[What to produce]: All entries given below are to be returned word for word.

━━━ Source material ━━━

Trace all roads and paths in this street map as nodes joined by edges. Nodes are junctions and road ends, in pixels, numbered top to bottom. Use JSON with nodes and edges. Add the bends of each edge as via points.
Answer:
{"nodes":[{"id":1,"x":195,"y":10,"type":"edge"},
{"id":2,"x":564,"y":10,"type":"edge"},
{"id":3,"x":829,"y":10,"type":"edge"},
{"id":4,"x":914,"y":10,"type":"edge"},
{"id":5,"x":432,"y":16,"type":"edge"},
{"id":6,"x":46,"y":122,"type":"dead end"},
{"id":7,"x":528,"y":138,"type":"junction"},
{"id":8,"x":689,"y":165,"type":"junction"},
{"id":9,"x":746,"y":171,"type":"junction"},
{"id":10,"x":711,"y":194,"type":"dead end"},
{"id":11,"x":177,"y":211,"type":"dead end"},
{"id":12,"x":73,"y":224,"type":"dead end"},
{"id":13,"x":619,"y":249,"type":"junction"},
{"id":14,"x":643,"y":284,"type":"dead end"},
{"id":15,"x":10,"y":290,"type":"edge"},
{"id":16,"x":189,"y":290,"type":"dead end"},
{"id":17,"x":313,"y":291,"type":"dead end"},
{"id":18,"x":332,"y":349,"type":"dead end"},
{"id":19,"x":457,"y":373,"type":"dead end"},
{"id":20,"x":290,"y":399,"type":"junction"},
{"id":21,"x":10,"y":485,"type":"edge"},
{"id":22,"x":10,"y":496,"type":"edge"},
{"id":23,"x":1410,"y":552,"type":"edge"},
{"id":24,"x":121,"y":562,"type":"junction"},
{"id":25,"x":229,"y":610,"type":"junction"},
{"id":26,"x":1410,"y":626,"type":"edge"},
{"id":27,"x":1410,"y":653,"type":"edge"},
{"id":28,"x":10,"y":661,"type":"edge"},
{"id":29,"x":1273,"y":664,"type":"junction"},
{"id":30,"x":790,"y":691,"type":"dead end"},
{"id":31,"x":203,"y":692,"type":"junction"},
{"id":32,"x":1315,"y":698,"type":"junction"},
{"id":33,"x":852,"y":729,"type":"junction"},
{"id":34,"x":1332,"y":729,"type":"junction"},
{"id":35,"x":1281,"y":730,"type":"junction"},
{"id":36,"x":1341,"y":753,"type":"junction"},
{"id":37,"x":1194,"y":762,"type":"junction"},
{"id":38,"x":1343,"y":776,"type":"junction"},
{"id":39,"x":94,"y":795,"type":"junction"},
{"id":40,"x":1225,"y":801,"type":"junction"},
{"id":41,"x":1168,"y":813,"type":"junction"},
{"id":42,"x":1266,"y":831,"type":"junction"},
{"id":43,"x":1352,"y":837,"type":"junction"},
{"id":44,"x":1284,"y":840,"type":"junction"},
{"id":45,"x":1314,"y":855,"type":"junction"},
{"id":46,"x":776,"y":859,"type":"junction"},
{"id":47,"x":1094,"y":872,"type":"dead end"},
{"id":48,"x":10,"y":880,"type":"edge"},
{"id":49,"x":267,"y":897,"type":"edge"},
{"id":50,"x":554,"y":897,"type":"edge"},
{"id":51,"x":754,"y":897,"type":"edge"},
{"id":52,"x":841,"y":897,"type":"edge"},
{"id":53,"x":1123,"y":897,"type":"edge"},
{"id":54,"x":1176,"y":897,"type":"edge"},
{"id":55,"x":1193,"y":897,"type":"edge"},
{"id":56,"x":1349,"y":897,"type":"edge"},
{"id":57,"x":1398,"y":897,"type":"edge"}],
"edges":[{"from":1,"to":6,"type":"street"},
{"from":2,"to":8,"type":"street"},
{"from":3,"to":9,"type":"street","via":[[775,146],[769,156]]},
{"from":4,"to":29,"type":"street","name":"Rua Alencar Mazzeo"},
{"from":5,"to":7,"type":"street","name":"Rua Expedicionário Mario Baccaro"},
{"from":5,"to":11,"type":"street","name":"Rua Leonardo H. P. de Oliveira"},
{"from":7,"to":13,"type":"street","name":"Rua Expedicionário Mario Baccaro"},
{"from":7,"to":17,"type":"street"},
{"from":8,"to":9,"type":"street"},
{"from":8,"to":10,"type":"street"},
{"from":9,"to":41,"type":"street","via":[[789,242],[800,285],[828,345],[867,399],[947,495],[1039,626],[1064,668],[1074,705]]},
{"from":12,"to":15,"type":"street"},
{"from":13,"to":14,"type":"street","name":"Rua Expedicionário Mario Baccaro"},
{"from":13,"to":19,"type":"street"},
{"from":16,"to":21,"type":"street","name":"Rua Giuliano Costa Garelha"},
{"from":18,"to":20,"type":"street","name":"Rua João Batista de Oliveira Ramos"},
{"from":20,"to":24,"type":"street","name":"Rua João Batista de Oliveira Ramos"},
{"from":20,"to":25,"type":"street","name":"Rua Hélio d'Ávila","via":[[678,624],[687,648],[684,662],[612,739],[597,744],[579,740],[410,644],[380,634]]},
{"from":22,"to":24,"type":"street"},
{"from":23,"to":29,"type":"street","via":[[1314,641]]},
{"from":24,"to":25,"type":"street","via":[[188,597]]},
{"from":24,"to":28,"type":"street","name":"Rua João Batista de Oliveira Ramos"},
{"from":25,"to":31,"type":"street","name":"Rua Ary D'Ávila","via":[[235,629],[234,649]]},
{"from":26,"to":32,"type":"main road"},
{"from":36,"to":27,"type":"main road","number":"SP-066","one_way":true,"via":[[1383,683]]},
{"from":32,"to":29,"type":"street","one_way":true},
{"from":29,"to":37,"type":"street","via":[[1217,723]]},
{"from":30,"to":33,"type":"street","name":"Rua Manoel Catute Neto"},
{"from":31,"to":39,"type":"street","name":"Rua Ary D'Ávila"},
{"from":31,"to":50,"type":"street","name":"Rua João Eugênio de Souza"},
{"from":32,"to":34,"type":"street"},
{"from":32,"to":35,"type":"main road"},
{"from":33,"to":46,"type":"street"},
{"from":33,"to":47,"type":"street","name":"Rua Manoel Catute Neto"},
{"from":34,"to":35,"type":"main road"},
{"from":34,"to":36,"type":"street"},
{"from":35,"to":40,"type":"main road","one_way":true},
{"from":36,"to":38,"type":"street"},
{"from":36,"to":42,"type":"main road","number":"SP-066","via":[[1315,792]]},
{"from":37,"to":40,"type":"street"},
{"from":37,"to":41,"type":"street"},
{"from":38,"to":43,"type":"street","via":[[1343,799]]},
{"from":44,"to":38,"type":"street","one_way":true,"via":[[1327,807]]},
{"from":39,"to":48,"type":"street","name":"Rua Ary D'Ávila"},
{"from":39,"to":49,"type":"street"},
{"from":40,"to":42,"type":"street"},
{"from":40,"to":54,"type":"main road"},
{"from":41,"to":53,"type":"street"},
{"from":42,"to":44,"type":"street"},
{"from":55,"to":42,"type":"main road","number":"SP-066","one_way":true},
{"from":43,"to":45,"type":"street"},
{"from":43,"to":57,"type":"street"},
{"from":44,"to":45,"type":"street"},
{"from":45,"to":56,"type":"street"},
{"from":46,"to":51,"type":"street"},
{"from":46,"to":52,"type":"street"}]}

━━━

[Answer section]:
Trace all roads and paths in this street map as nodes joined by edges. Nodes are junctions and road ends, in pixels, numbered top to bottom. Use JSON with nodes and edges. Add the bends of each edge as via points.
Answer:
{"nodes":[{"id":1,"x":195,"y":10,"type":"edge"},
{"id":2,"x":564,"y":10,"type":"edge"},
{"id":3,"x":829,"y":10,"type":"edge"},
{"id":4,"x":914,"y":10,"type":"edge"},
{"id":5,"x":432,"y":16,"type":"edge"},
{"id":6,"x":46,"y":122,"type":"dead end"},
{"id":7,"x":528,"y":138,"type":"junction"},
{"id":8,"x":689,"y":165,"type":"junction"},
{"id":9,"x":746,"y":171,"type":"junction"},
{"id":10,"x":711,"y":194,"type":"dead end"},
{"id":11,"x":177,"y":211,"type":"dead end"},
{"id":12,"x":73,"y":224,"type":"dead end"},
{"id":13,"x":619,"y":249,"type":"junction"},
{"id":14,"x":643,"y":284,"type":"dead end"},
{"id":15,"x":10,"y":290,"type":"edge"},
{"id":16,"x":189,"y":290,"type":"dead end"},
{"id":17,"x":313,"y":291,"type":"dead end"},
{"id":18,"x":332,"y":349,"type":"dead end"},
{"id":19,"x":457,"y":373,"type":"dead end"},
{"id":20,"x":290,"y":399,"type":"junction"},
{"id":21,"x":10,"y":485,"type":"edge"},
{"id":22,"x":10,"y":496,"type":"edge"},
{"id":23,"x":1410,"y":552,"type":"edge"},
{"id":24,"x":121,"y":562,"type":"junction"},
{"id":25,"x":229,"y":610,"type":"junction"},
{"id":26,"x":1410,"y":626,"type":"edge"},
{"id":27,"x":1410,"y":653,"type":"edge"},
{"id":28,"x":10,"y":661,"type":"edge"},
{"id":29,"x":1273,"y":664,"type":"junction"},
{"id":30,"x":790,"y":691,"type":"dead end"},
{"id":31,"x":203,"y":692,"type":"junction"},
{"id":32,"x":1315,"y":698,"type":"junction"},
{"id":33,"x":852,"y":729,"type":"junction"},
{"id":34,"x":1332,"y":729,"type":"junction"},
{"id":35,"x":1281,"y":730,"type":"junction"},
{"id":36,"x":1341,"y":753,"type":"junction"},
{"id":37,"x":1194,"y":762,"type":"junction"},
{"id":38,"x":1343,"y":776,"type":"junction"},
{"id":39,"x":94,"y":795,"type":"junction"},
{"id":40,"x":1225,"y":801,"type":"junction"},
{"id":41,"x":1168,"y":813,"type":"junction"},
{"id":42,"x":1266,"y":831,"type":"junction"},
{"id":43,"x":1352,"y":837,"type":"junction"},
{"id":44,"x":1284,"y":840,"type":"junction"},
{"id":45,"x":1314,"y":855,"type":"junction"},
{"id":46,"x":776,"y":859,"type":"junction"},
{"id":47,"x":1094,"y":872,"type":"dead end"},
{"id":48,"x":10,"y":880,"type":"edge"},
{"id":49,"x":267,"y":897,"type":"edge"},
{"id":50,"x":554,"y":897,"type":"edge"},
{"id":51,"x":754,"y":897,"type":"edge"},
{"id":52,"x":841,"y":897,"type":"edge"},
{"id":53,"x":1123,"y":897,"type":"edge"},
{"id":54,"x":1176,"y":897,"type":"edge"},
{"id":55,"x":1193,"y":897,"type":"edge"},
{"id":56,"x":1349,"y":897,"type":"edge"},
{"id":57,"x":1398,"y":897,"type":"edge"}],
"edges":[{"from":1,"to":6,"type":"street"},
{"from":2,"to":8,"type":"street"},
{"from":3,"to":9,"type":"street","via":[[775,146],[769,156]]},
{"from":4,"to":29,"type":"street","name":"Rua Alencar Mazzeo"},
{"from":5,"to":7,"type":"street","name":"Rua Expedicionário Mario Baccaro"},
{"from":5,"to":11,"type":"street","name":"Rua Leonardo H. P. de Oliveira"},
{"from":7,"to":13,"type":"street","name":"Rua Expedicionário Mario Baccaro"},
{"from":7,"to":17,"type":"street"},
{"from":8,"to":9,"type":"street"},
{"from":8,"to":10,"type":"street"},
{"from":9,"to":41,"type":"street","via":[[789,242],[800,285],[828,345],[867,399],[947,495],[1039,626],[1064,668],[1074,705]]},
{"from":12,"to":15,"type":"street"},
{"from":13,"to":14,"type":"street","name":"Rua Expedicionário Mario Baccaro"},
{"from":13,"to":19,"type":"street"},
{"from":16,"to":21,"type":"street","name":"Rua Giuliano Costa Garelha"},
{"from":18,"to":20,"type":"street","name":"Rua João Batista de Oliveira Ramos"},
{"from":20,"to":24,"type":"street","name":"Rua João Batista de Oliveira Ramos"},
{"from":20,"to":25,"type":"street","name":"Rua Hélio d'Ávila","via":[[678,624],[687,648],[684,662],[612,739],[597,744],[579,740],[410,644],[380,634]]},
{"from":22,"to":24,"type":"street"},
{"from":23,"to":29,"type":"street","via":[[1314,641]]},
{"from":24,"to":25,"type":"street","via":[[188,597]]},
{"from":24,"to":28,"type":"street","name":"Rua João Batista de Oliveira Ramos"},
{"from":25,"to":31,"type":"street","name":"Rua Ary D'Ávila","via":[[235,629],[234,649]]},
{"from":26,"to":32,"type":"main road"},
{"from":36,"to":27,"type":"main road","number":"SP-066","one_way":true,"via":[[1383,683]]},
{"from":32,"to":29,"type":"street","one_way":true},
{"from":29,"to":37,"type":"street","via":[[1217,723]]},
{"from":30,"to":33,"type":"street","name":"Rua Manoel Catute Neto"},
{"from":31,"to":39,"type":"street","name":"Rua Ary D'Ávila"},
{"from":31,"to":50,"type":"street","name":"Rua João Eugênio de Souza"},
{"from":32,"to":34,"type":"street"},
{"from":32,"to":35,"type":"main road"},
{"from":33,"to":46,"type":"street"},
{"from":33,"to":47,"type":"street","name":"Rua Manoel Catute Neto"},
{"from":34,"to":35,"type":"main road"},
{"from":34,"to":36,"type":"street"},
{"from":35,"to":40,"type":"main road","one_way":true},
{"from":36,"to":38,"type":"street"},
{"from":36,"to":42,"type":"main road","number":"SP-066","via":[[1315,792]]},
{"from":37,"to":40,"type":"street"},
{"from":37,"to":41,"type":"street"},
{"from":38,"to":43,"type":"street","via":[[1343,799]]},
{"from":44,"to":38,"type":"street","one_way":true,"via":[[1327,807]]},
{"from":39,"to":48,"type":"street","name":"Rua Ary D'Ávila"},
{"from":39,"to":49,"type":"street"},
{"from":40,"to":42,"type":"street"},
{"from":40,"to":54,"type":"main road"},
{"from":41,"to":53,"type":"street"},
{"from":42,"to":44,"type":"street"},
{"from":55,"to":42,"type":"main road","number":"SP-066","one_way":true},
{"from":43,"to":45,"type":"street"},
{"from":43,"to":57,"type":"street"},
{"from":44,"to":45,"type":"street"},
{"from":45,"to":56,"type":"street"},
{"from":46,"to":51,"type":"street"},
{"from":46,"to":52,"type":"street"}]}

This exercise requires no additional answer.